Commin g back to topic / speaches: you have to differentiate the message from the messenger. There are alot of examples of damn good speekers with bad messages, usually with very bad out-comes.

Two important components of lectures are

1. Tying facts and ideas together in a cohesive "story" so that it sticks better in people's minds. Good books are supposed to do this too, but sometimes you don't have the flexibility to choose the best books. Also, as in any story, you have high points and low; important bits and those less so. Emphasizing these differences and making sure students understand which are the central points is another main goal of good lectures.

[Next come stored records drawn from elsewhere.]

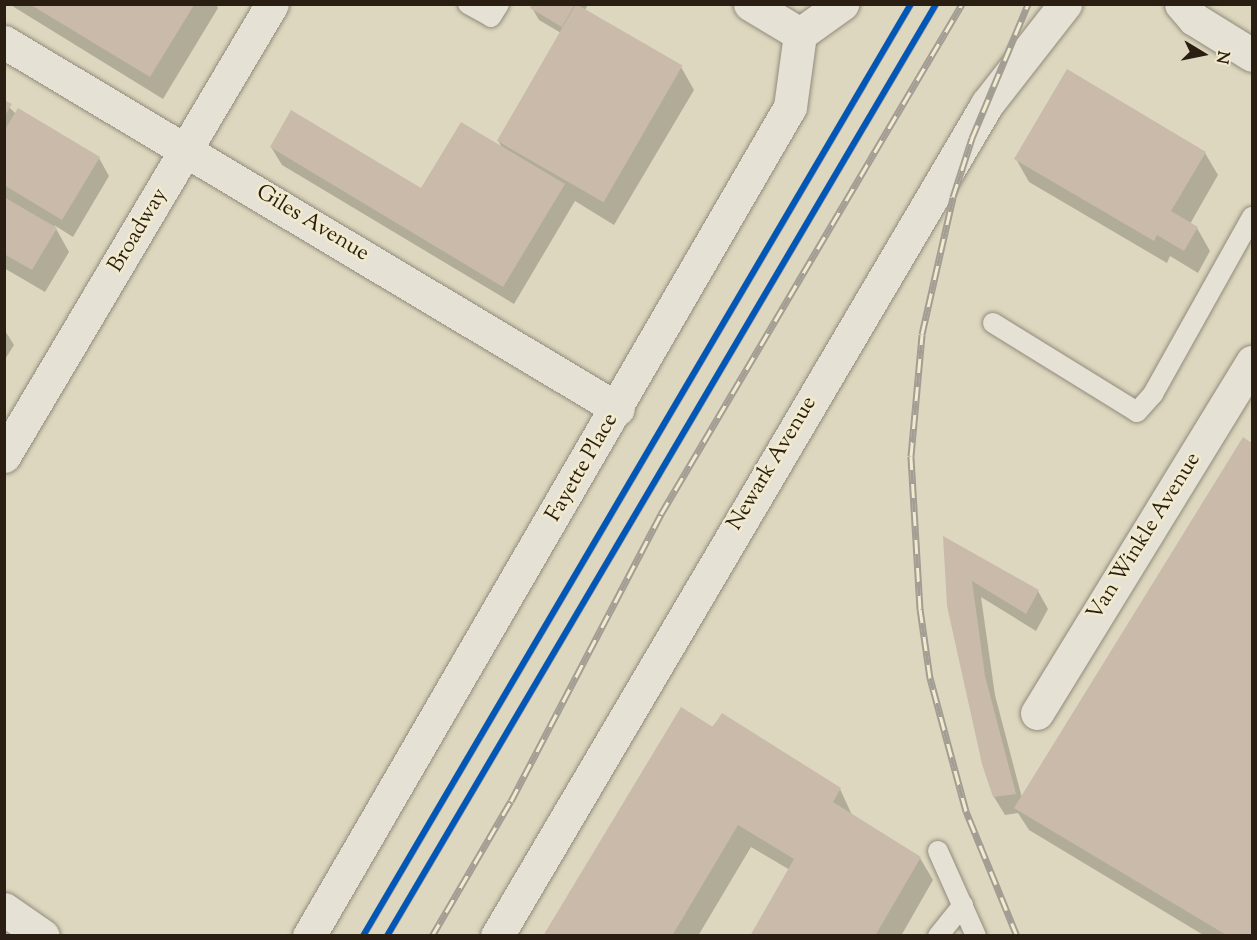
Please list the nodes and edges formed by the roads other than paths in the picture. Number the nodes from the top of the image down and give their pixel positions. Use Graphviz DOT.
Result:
graph roads {
  1 [pos="272,4"];
  2 [pos="468,4"];
  3 [pos="499,4"];
  4 [pos="750,4"];
  5 [pos="842,4"];
  6 [pos="1065,4"];
  7 [pos="1181,4"];
  8 [pos="800,34"];
  9 [pos="4,42"];
  10 [pos="1252,56"];
  11 [pos="186,150"];
  12 [pos="1252,217"];
  13 [pos="993,323"];
  14 [pos="1252,362"];
  15 [pos="618,409"];
  16 [pos="4,456"];
  17 [pos="1037,712"];
  18 [pos="939,851"];
  19 [pos="963,905"];
  20 [pos="4,909"];
  21 [pos="43,936"];
  22 [pos="309,936"];
  23 [pos="497,936"];
  24 [pos="938,936"];
  25 [pos="976,936"];
  1 -- 11 [label="street, Broadway"];
  2 -- 3 [label="lane"];
  4 -- 8 [label="street"];
  5 -- 8 [label="street"];
  6 -- 23 [label="street, Newark Avenue"];
  7 -- 10 [label="street"];
  8 -- 15 [label="street, Fayette Place"];
  9 -- 11 [label="street, Giles Avenue"];
  11 -- 15 [label="street, Giles Avenue"];
  11 -- 16 [label="street, Broadway"];
  12 -- 13 [label="lane"];
  14 -- 17 [label="street, Van Winkle Avenue"];
  15 -- 22 [label="street, Fayette Place"];
  18 -- 19 [label="lane"];
  19 -- 24 [label="lane"];
  19 -- 25 [label="lane"];
  20 -- 21 [label="street"];
}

2. Explaining difficult concepts in different (often multiple) ways so that people can understand them better. For various reasons, books have a tendency to avoid "intuitive" explanations for many concepts, perhaps out of a fear of not-quite-perfect analogies. Such analogies can be given in class with the appropriate qualifications; doing the same in a book would often require excessive legalese.

Where appropriate, these explanations often involve visual elements -- animations usually, and not just pictures (which you can of course include in books).